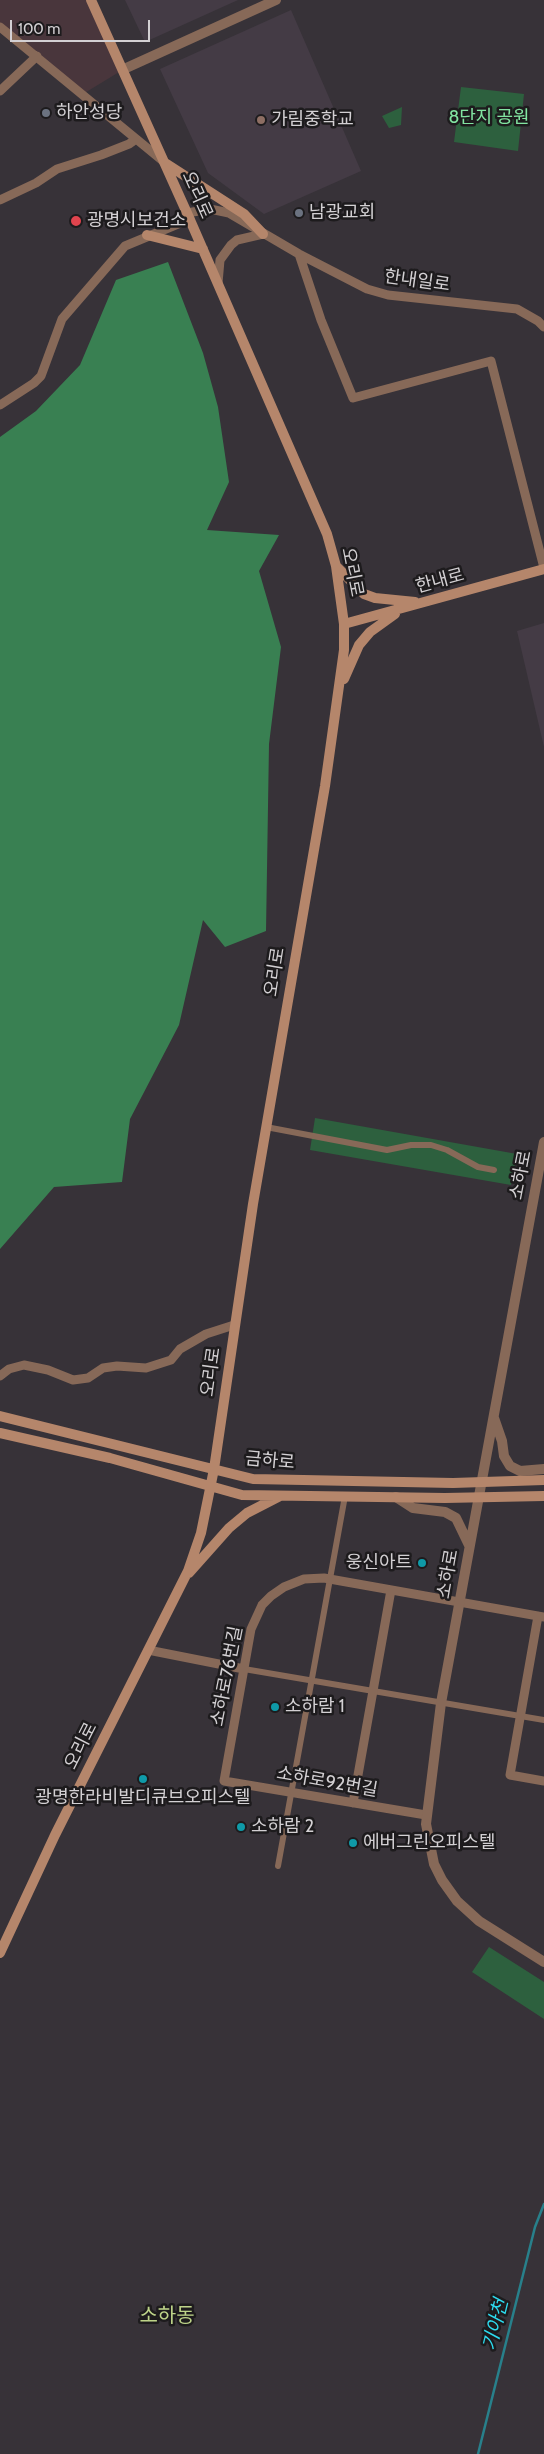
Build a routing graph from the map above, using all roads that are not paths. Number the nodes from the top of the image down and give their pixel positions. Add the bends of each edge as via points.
1 (91, 0) edge
2 (276, 0) edge
3 (0, 27) edge
4 (37, 56) junction
5 (124, 69) junction
6 (0, 91) edge
7 (136, 138) junction
8 (165, 163) junction
9 (0, 200) edge
10 (189, 216) junction
11 (263, 234) junction
12 (147, 235) junction
13 (203, 249) junction
14 (299, 254) junction
15 (218, 283) junction
16 (544, 327) edge
17 (0, 405) edge
18 (336, 566) junction
19 (544, 569) edge
20 (421, 603) junction
21 (344, 624) junction
22 (341, 684) junction
23 (266, 1127) junction
24 (544, 1142) edge
25 (494, 1170) dead end
26 (234, 1325) junction
27 (0, 1376) edge
28 (0, 1416) edge
29 (494, 1417) junction
30 (0, 1433) edge
31 (214, 1469) junction
32 (544, 1469) edge
33 (544, 1480) edge
34 (481, 1482) junction
35 (211, 1486) junction
36 (282, 1495) junction
37 (345, 1496) junction
38 (544, 1496) edge
39 (396, 1497) junction
40 (478, 1497) junction
41 (470, 1545) junction
42 (330, 1579) junction
43 (182, 1581) junction
44 (391, 1590) junction
45 (459, 1602) junction
46 (541, 1617) edge
47 (148, 1650) junction
48 (244, 1669) junction
49 (312, 1680) junction
50 (373, 1691) junction
51 (441, 1702) junction
52 (520, 1716) junction
53 (544, 1720) edge
54 (224, 1781) joint
55 (544, 1781) edge
56 (291, 1793) junction
57 (353, 1803) junction
58 (426, 1816) junction
59 (278, 1866) dead end
60 (0, 1952) edge
61 (542, 1960) edge

1 - 5 main road, 오리로
2 - 5 street
3 - 4 street
4 - 6 street
4 - 7 street
5 - 8 main road, 오리로
7 - 8 street
7 - 9 street via 130,144 57,169
8 - 10 main road, 오리로
8 - 11 main road via 244,214
10 - 11 street, 한내일로 via 210,209 229,213
10 - 12 street, 한내일로
10 - 13 main road, 오리로
11 - 14 street, 한내일로
11 - 15 street via 237,240 231,245 220,260
12 - 13 main road
12 - 17 street, 한내일로 via 125,246 62,320 38,379
13 - 15 main road, 오리로
14 - 16 street, 한내일로 via 367,289 388,295 517,309
14 - 19 street via 321,320 353,398 491,361
15 - 18 main road, 오리로 via 327,534
18 - 20 main road via 364,594
18 - 21 main road, 오리로
19 - 20 main road, 한내로
20 - 21 main road, 한내로
20 - 22 main road via 388,617 370,632 359,645
21 - 22 main road, 오리로
22 - 23 main road, 오리로
23 - 25 street via 388,1150 411,1144 431,1145 478,1167
23 - 26 main road, 오리로
24 - 29 street, 소하로
26 - 27 street via 206,1334 180,1349 171,1360 146,1368 103,1368 88,1378 73,1380 43,1368 24,1365 9,1369
26 - 31 main road, 오리로
28 - 31 main road, 금하로
29 - 32 street via 504,1456 510,1466 520,1471
29 - 34 street, 소하로
30 - 35 main road, 금하로 via 110,1458
31 - 34 main road, 금하로 via 253,1479
31 - 35 main road, 오리로
33 - 34 main road, 금하로
34 - 40 street, 소하로
35 - 36 main road, 금하로 via 242,1495
35 - 43 main road, 오리로 via 201,1533
36 - 37 main road, 금하로
36 - 43 main road via 247,1513 229,1528
37 - 39 main road, 금하로
37 - 42 street
38 - 40 main road, 금하로
39 - 40 main road, 금하로
39 - 41 street via 413,1508 445,1512 456,1518
40 - 41 street, 소하로
41 - 45 street, 소하로
42 - 44 street, 소하로76번길
42 - 48 street, 소하로76번길 via 304,1579 270,1596 251,1629
42 - 49 street
43 - 47 main road, 오리로
44 - 45 street, 소하로76번길
44 - 50 street
45 - 46 street, 소하로76번길
45 - 51 street, 소하로
46 - 52 street
47 - 48 street
47 - 60 main road, 오리로
48 - 49 street
48 - 54 street, 소하로76번길
49 - 50 street
49 - 56 street
50 - 51 street
50 - 57 street
51 - 52 street
51 - 58 street, 소하로
52 - 53 street
52 - 55 street via 510,1775
54 - 56 street, 소하로92번길
56 - 57 street, 소하로92번길
56 - 59 street
57 - 58 street, 소하로92번길
58 - 61 street, 소하로 via 434,1864 457,1901 479,1921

++++

### WHAT IS BEING ASKED
Please repeat the listing precisely, excluding the pictures it contains.

### ANSWER SECTION
Build a routing graph from the map above, using all roads that are not paths. Number the nodes from the top of the image down and give their pixel positions. Add the bends of each edge as via points.
1 (91, 0) edge
2 (276, 0) edge
3 (0, 27) edge
4 (37, 56) junction
5 (124, 69) junction
6 (0, 91) edge
7 (136, 138) junction
8 (165, 163) junction
9 (0, 200) edge
10 (189, 216) junction
11 (263, 234) junction
12 (147, 235) junction
13 (203, 249) junction
14 (299, 254) junction
15 (218, 283) junction
16 (544, 327) edge
17 (0, 405) edge
18 (336, 566) junction
19 (544, 569) edge
20 (421, 603) junction
21 (344, 624) junction
22 (341, 684) junction
23 (266, 1127) junction
24 (544, 1142) edge
25 (494, 1170) dead end
26 (234, 1325) junction
27 (0, 1376) edge
28 (0, 1416) edge
29 (494, 1417) junction
30 (0, 1433) edge
31 (214, 1469) junction
32 (544, 1469) edge
33 (544, 1480) edge
34 (481, 1482) junction
35 (211, 1486) junction
36 (282, 1495) junction
37 (345, 1496) junction
38 (544, 1496) edge
39 (396, 1497) junction
40 (478, 1497) junction
41 (470, 1545) junction
42 (330, 1579) junction
43 (182, 1581) junction
44 (391, 1590) junction
45 (459, 1602) junction
46 (541, 1617) edge
47 (148, 1650) junction
48 (244, 1669) junction
49 (312, 1680) junction
50 (373, 1691) junction
51 (441, 1702) junction
52 (520, 1716) junction
53 (544, 1720) edge
54 (224, 1781) joint
55 (544, 1781) edge
56 (291, 1793) junction
57 (353, 1803) junction
58 (426, 1816) junction
59 (278, 1866) dead end
60 (0, 1952) edge
61 (542, 1960) edge

1 - 5 main road, 오리로
2 - 5 street
3 - 4 street
4 - 6 street
4 - 7 street
5 - 8 main road, 오리로
7 - 8 street
7 - 9 street via 130,144 57,169
8 - 10 main road, 오리로
8 - 11 main road via 244,214
10 - 11 street, 한내일로 via 210,209 229,213
10 - 12 street, 한내일로
10 - 13 main road, 오리로
11 - 14 street, 한내일로
11 - 15 street via 237,240 231,245 220,260
12 - 13 main road
12 - 17 street, 한내일로 via 125,246 62,320 38,379
13 - 15 main road, 오리로
14 - 16 street, 한내일로 via 367,289 388,295 517,309
14 - 19 street via 321,320 353,398 491,361
15 - 18 main road, 오리로 via 327,534
18 - 20 main road via 364,594
18 - 21 main road, 오리로
19 - 20 main road, 한내로
20 - 21 main road, 한내로
20 - 22 main road via 388,617 370,632 359,645
21 - 22 main road, 오리로
22 - 23 main road, 오리로
23 - 25 street via 388,1150 411,1144 431,1145 478,1167
23 - 26 main road, 오리로
24 - 29 street, 소하로
26 - 27 street via 206,1334 180,1349 171,1360 146,1368 103,1368 88,1378 73,1380 43,1368 24,1365 9,1369
26 - 31 main road, 오리로
28 - 31 main road, 금하로
29 - 32 street via 504,1456 510,1466 520,1471
29 - 34 street, 소하로
30 - 35 main road, 금하로 via 110,1458
31 - 34 main road, 금하로 via 253,1479
31 - 35 main road, 오리로
33 - 34 main road, 금하로
34 - 40 street, 소하로
35 - 36 main road, 금하로 via 242,1495
35 - 43 main road, 오리로 via 201,1533
36 - 37 main road, 금하로
36 - 43 main road via 247,1513 229,1528
37 - 39 main road, 금하로
37 - 42 street
38 - 40 main road, 금하로
39 - 40 main road, 금하로
39 - 41 street via 413,1508 445,1512 456,1518
40 - 41 street, 소하로
41 - 45 street, 소하로
42 - 44 street, 소하로76번길
42 - 48 street, 소하로76번길 via 304,1579 270,1596 251,1629
42 - 49 street
43 - 47 main road, 오리로
44 - 45 street, 소하로76번길
44 - 50 street
45 - 46 street, 소하로76번길
45 - 51 street, 소하로
46 - 52 street
47 - 48 street
47 - 60 main road, 오리로
48 - 49 street
48 - 54 street, 소하로76번길
49 - 50 street
49 - 56 street
50 - 51 street
50 - 57 street
51 - 52 street
51 - 58 street, 소하로
52 - 53 street
52 - 55 street via 510,1775
54 - 56 street, 소하로92번길
56 - 57 street, 소하로92번길
56 - 59 street
57 - 58 street, 소하로92번길
58 - 61 street, 소하로 via 434,1864 457,1901 479,1921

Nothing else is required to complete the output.